Училищное начальство состояло из ректора, очень почтенного священника отца Петра, и инспектора училища отца Константина. Ректор иногда посещал классы, а в общем мы его редко видели. Он пользовался общим уважением, и его боялись, потому что ему принадлежала карающая власть. Главной карой было увольнение из училища, а затем – субботние расчеты, когда училищный сторож Палька сек за леность, табакокурение и другие провинности. Нужно сказать, что сечение производилось не каждую субботу, и я в течение двухлетнего пребывания в училище только раз слышал издали отчаянные вопли наказуемых... Самому мне ни разу не пришлось познакомиться с искусством Пальки, типичного отставного солдата из поляков, с крючковатым носом и всегда сонными глазами. Ректор обыкновенно являлся в наш класс в один из субботних уроков с роковым списочком в руках. Он никогда не сердился и не волновался, а только по своему списочку вызывал провинившихся, которые покорно и отправлялись за ним. Ученики относились к ректору тоже без злобы, как к человеку, который только исполнял свой долг.

В общем, наказания у нас, повторяю, применялись редко и то по каким-нибудь особенным случаям.

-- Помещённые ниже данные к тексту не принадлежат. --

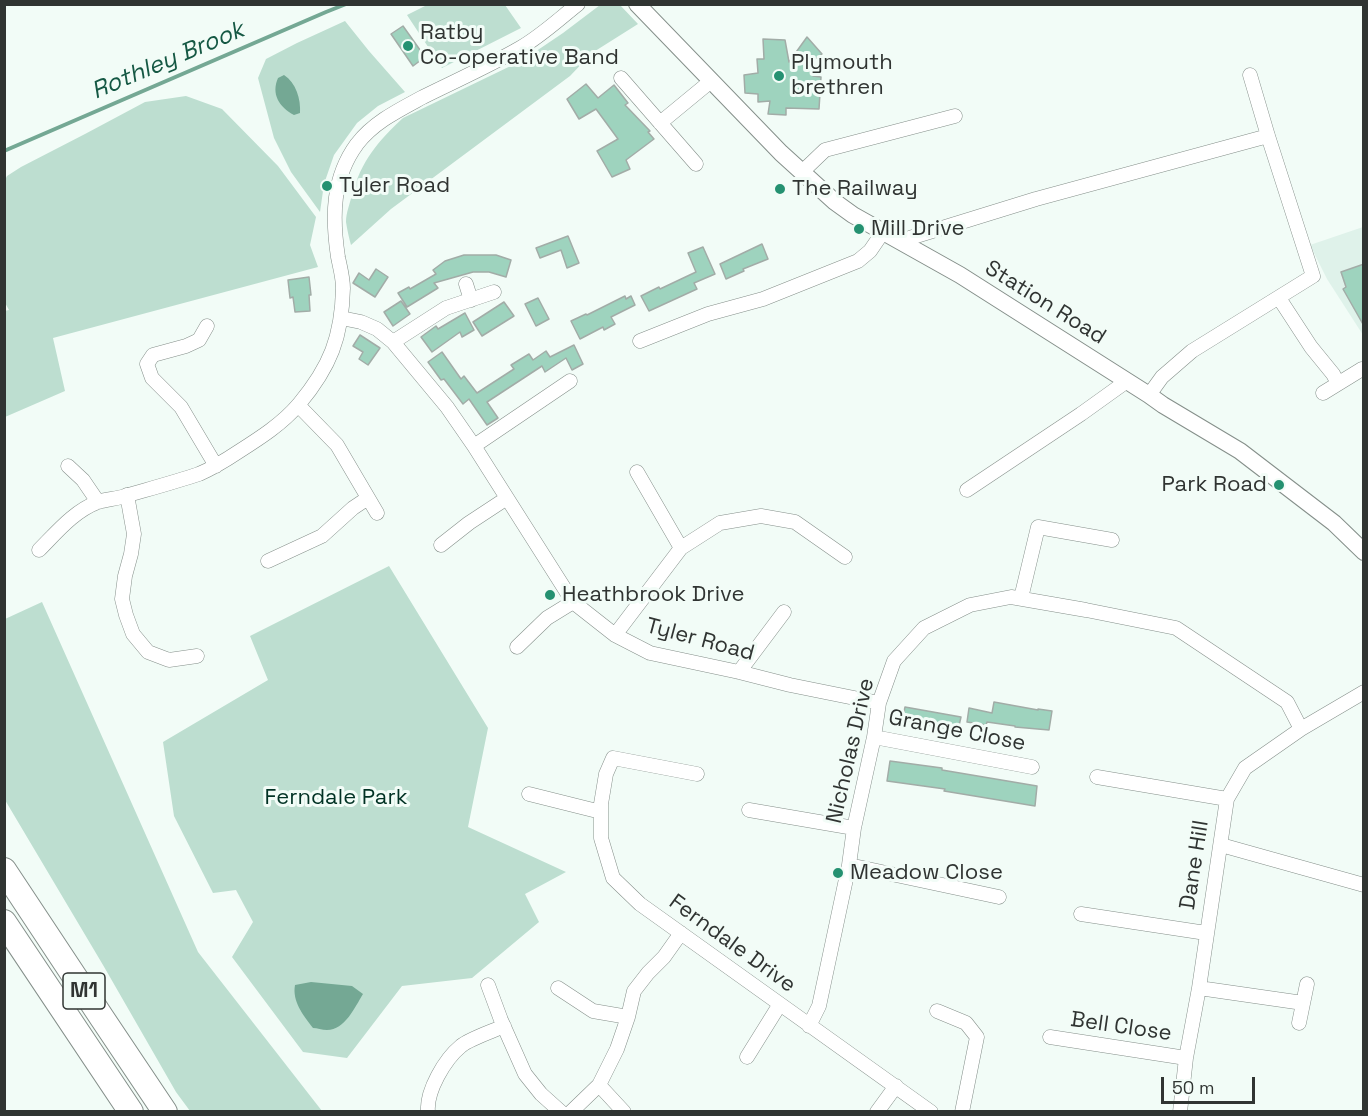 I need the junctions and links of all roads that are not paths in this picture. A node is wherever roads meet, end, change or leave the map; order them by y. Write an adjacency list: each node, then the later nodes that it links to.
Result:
1 (578, 4): 17 (street)
2 (637, 4): 5 (street, Station Road)
3 (1250, 75): 8 (street)
4 (621, 78): 7 (street)
5 (711, 81): 7 (street); 10 (street, Station Road)
6 (955, 116): 10 (street)
7 (660, 123): 9 (street)
8 (1268, 136): 12 (street); 15 (street)
9 (696, 164)
10 (802, 172): 11 (street, Station Road)
11 (883, 232): 12 (street, Station Road); 19 (street)
12 (900, 241): 23 (street, Station Road)
13 (466, 284): 16 (street)
14 (494, 292): 16 (street)
15 (1279, 298): 24 (street); 26 (street)
16 (471, 300): 20 (street)
17 (341, 318): 20 (street, Tyler Road); 27 (street)
18 (207, 326): 30 (street)
19 (640, 341)
20 (393, 342): 28 (street, Tyler Road)
21 (1362, 369): 24 (street)
22 (570, 381): 28 (street)
23 (1127, 381): 26 (street, Station Road); 32 (street)
24 (1338, 383): 25 (street)
25 (1323, 393)
26 (1149, 395): 42 (street, Station Road)
27 (298, 405): 30 (street); 34 (street)
28 (474, 446): 35 (street, Tyler Road)
29 (68, 466): 36 (street)
30 (216, 466): 33 (street)
31 (637, 471): 40 (street)
32 (967, 490)
33 (127, 495): 36 (street); 50 (street)
34 (368, 498): 37 (street); 44 (street)
35 (507, 498): 39 (street); 46 (street, Tyler Road)
36 (98, 502): 41 (street)
37 (378, 513)
38 (1112, 540): 45 (street)
39 (441, 545)
40 (681, 548): 43 (street); 48 (street)
41 (39, 550)
42 (1364, 552)
43 (846, 557)
44 (268, 561)
45 (1021, 598): 53 (street, Nicholas Drive); 54 (street, Nicholas Drive)
46 (573, 602): 48 (street, Tyler Road); 49 (street)
47 (784, 612): 51 (street)
48 (615, 635): 51 (street, Tyler Road)
49 (517, 647)
50 (197, 656)
51 (740, 672): 53 (street, Tyler Road)
52 (1364, 692): 54 (street, Dane Hill)
53 (879, 703): 55 (street, Nicholas Drive)
54 (1301, 729): 60 (street, Dane Hill)
55 (874, 737): 56 (street, Grange Close); 63 (street, Nicholas Drive)
56 (1032, 767)
57 (697, 774): 62 (street, Ferndale Drive)
58 (1097, 777): 60 (street)
59 (529, 794): 62 (street)
60 (1227, 799): 64 (street, Dane Hill)
61 (749, 810): 63 (street)
62 (601, 812): 71 (street, Ferndale Drive)
63 (854, 828): 65 (street, Nicholas Drive)
64 (1221, 844): 67 (street); 72 (street, Dane Hill)
65 (849, 865): 68 (street); 83 (street, Nicholas Drive)
66 (4, 870): 90 (highway, M1)
67 (1364, 885)
68 (999, 897)
69 (1081, 914): 72 (street)
70 (4, 922): 89 (highway, M1)
71 (681, 933): 78 (street, Ferndale Drive); 80 (street)
72 (1206, 933): 76 (street, Dane Hill)
73 (1307, 984): 77 (street)
74 (489, 985): 82 (street)
75 (558, 988): 80 (street)
76 (1198, 988): 77 (street); 86 (street, Dane Hill)
77 (1303, 1003): 81 (street)
78 (780, 1004): 83 (street, Ferndale Drive); 85 (street)
79 (937, 1011): 97 (street)
80 (628, 1017): 87 (street)
81 (1299, 1023)
82 (504, 1026): 91 (street); 92 (street)
83 (809, 1026): 88 (street, Ferndale Drive)
84 (1050, 1037): 86 (street, Bell Close)
85 (747, 1057)
86 (1186, 1058): 98 (street, Dane Hill)
87 (599, 1085): 93 (street); 94 (street)
88 (896, 1086): 95 (street); 96 (street, Ferndale Drive)
89 (132, 1112)
90 (165, 1112)
91 (428, 1112)
92 (561, 1112)
93 (571, 1112)
94 (624, 1112)
95 (877, 1112)
96 (931, 1112)
97 (962, 1112)
98 (1180, 1112) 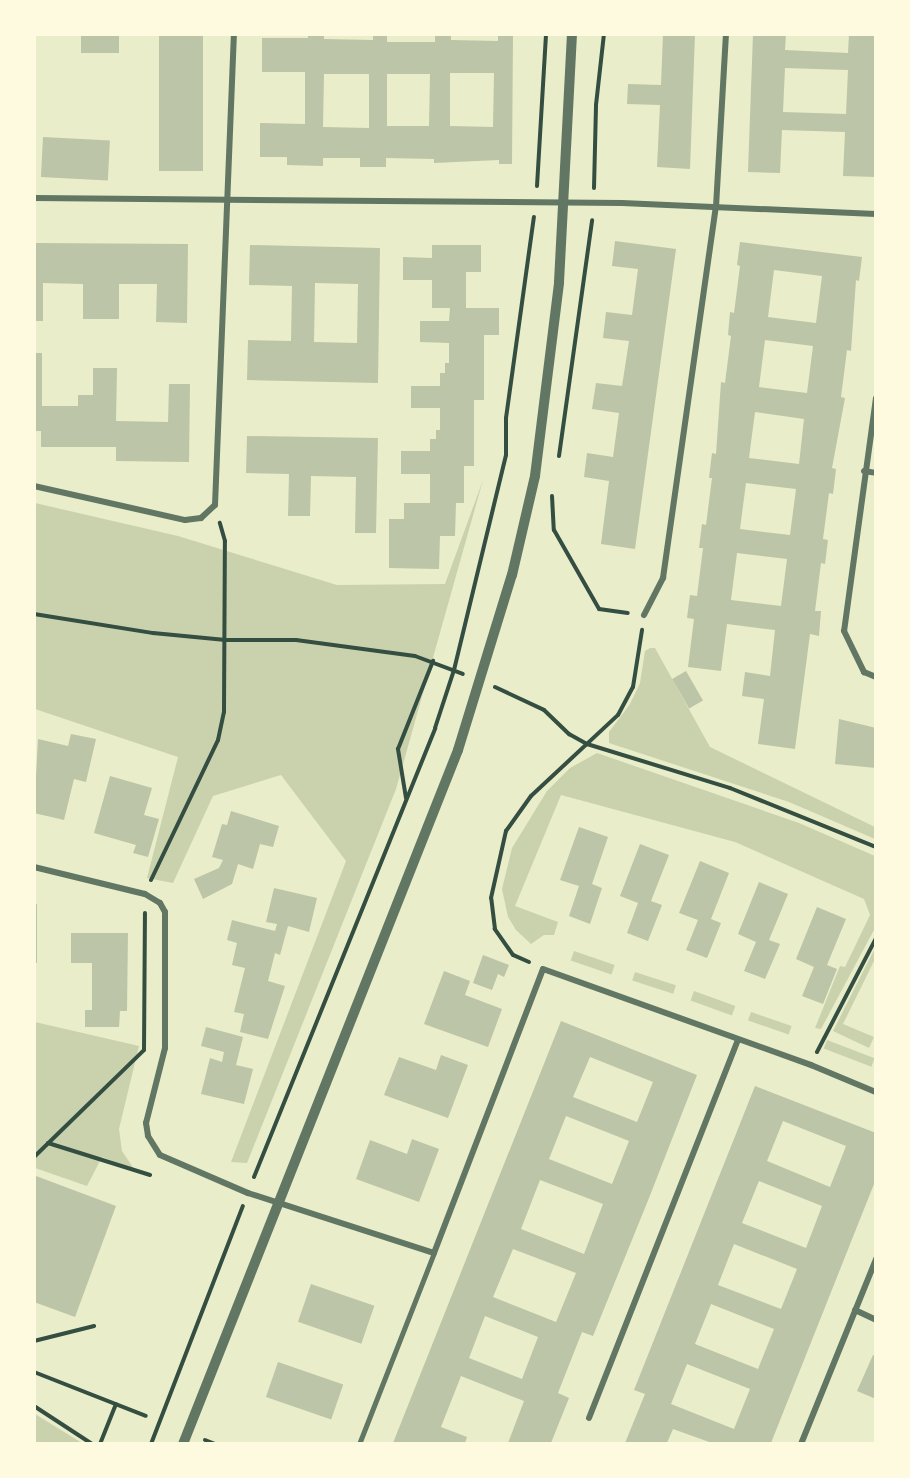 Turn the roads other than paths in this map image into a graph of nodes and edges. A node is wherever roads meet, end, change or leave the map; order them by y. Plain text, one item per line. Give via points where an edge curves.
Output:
1 (234, 34) edge
2 (572, 34) edge
3 (726, 34) edge
4 (34, 198) edge
5 (224, 199) junction
6 (565, 202) junction
7 (716, 207) junction
8 (876, 214) edge
9 (876, 398) edge
10 (864, 471) junction
11 (876, 473) edge
12 (34, 486) edge
13 (644, 615) road end
14 (876, 678) edge
15 (34, 867) edge
16 (738, 1040) junction
17 (876, 1092) edge
18 (279, 1202) junction
19 (434, 1253) junction
20 (876, 1259) edge
21 (855, 1311) junction
22 (876, 1320) edge
23 (589, 1419) dead end
24 (183, 1443) edge
25 (359, 1443) edge
26 (801, 1443) edge

1 - 5 street
2 - 6 street
3 - 7 street
4 - 5 street
5 - 6 street
5 - 12 street via 215,505 201,518 185,520
6 - 7 street
6 - 18 street via 535,476 493,643 458,750
7 - 8 street
7 - 13 street via 663,578
9 - 10 street
10 - 11 street
10 - 14 street via 844,631 864,672
15 - 18 street via 145,894 160,903 167,924 165,1048 149,1109 148,1136 160,1155 248,1193
16 - 17 street
16 - 19 street via 543,969
16 - 23 street
18 - 19 street
18 - 24 street
19 - 25 street
20 - 21 street
21 - 22 street
21 - 26 street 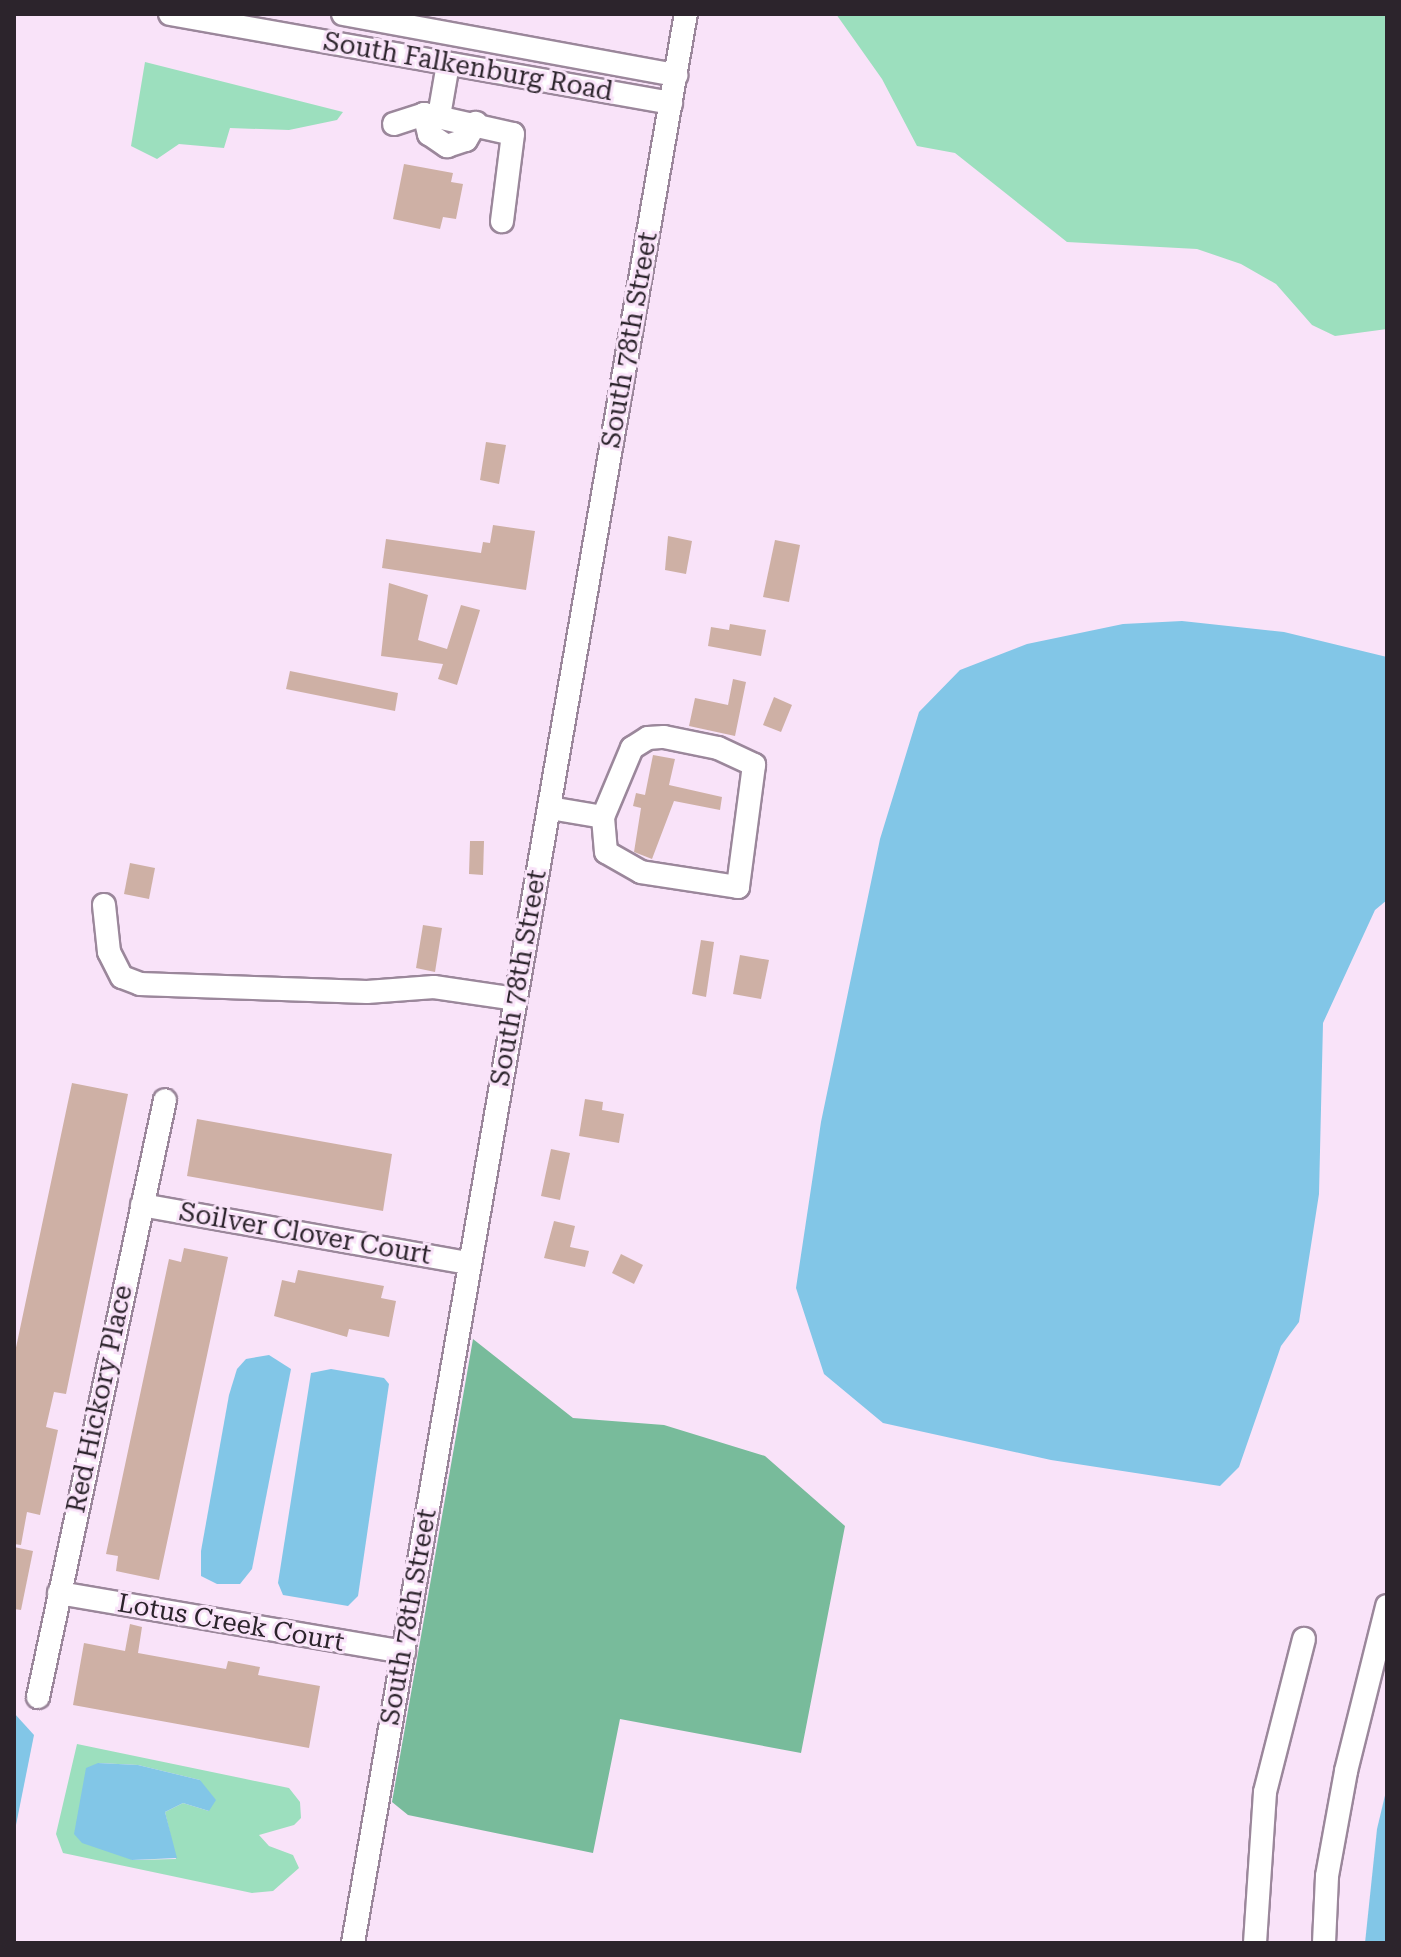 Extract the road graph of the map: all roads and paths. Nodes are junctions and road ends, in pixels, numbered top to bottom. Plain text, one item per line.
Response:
1 (170, 14) edge
2 (343, 14) edge
3 (686, 14) edge
4 (448, 64) junction
5 (676, 75) junction
6 (671, 103) junction
7 (432, 115) junction
8 (394, 124) dead end
9 (502, 221) dead end
10 (550, 808) junction
11 (603, 817) junction
12 (104, 905) dead end
13 (515, 999) junction
14 (165, 1100) dead end
15 (142, 1205) junction
16 (468, 1263) junction
17 (59, 1593) junction
18 (1387, 1606) edge
19 (1304, 1639) dead end
20 (404, 1652) junction
21 (38, 1697) dead end
22 (353, 1943) edge
23 (1255, 1943) edge
24 (1324, 1943) edge

1 - 4 street, South Falkenburg Road
2 - 5 street, South Falkenburg Road
3 - 5 street, South 78th Street
4 - 6 street, South Falkenburg Road
4 - 7 street
5 - 6 street, South 78th Street
6 - 10 street, South 78th Street
7 - 8 street
7 - 9 street
10 - 11 street
10 - 13 street, South 78th Street
11 - 11 street
12 - 13 street
13 - 16 street, South 78th Street
14 - 15 street, Red Hickory Place
15 - 16 street, Soilver Clover Court
15 - 17 street, Red Hickory Place
16 - 20 street, South 78th Street
17 - 20 street, Lotus Creek Court
17 - 21 street, Red Hickory Place
18 - 24 street
19 - 23 street
20 - 22 street, South 78th Street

Совершенно иные отношения существовали с инспектором, особенно у бурсы, которая не любила его. На чем основывалась эта нелюбовь, я не могу понять до сих пор. Инспектор ничем особенным не выделялся, кроме того, что из года в год вел самую отчаянную борьбу с бурсой. Кажется, не было такой пакости, которую бурса не устроила бы неприятному инспектору. Все средства считались дозволенными. В свою очередь, инспектор, может быть, иногда злоупотреблял стереотипной фразой:

– А тебя, Словцов, ве-ли-ко-леп-но высекут.

Может быть, эта нелюбовь к инспектору происходила от той простой причины, что с ним приходилось иметь дело в самые неприятные моменты и по самым неприятным поводам. Он преподавал катехизис и латинский язык, и его классы представляли величайшую грозу, – за полученную у инспектора двойку расчет производился у Пальки.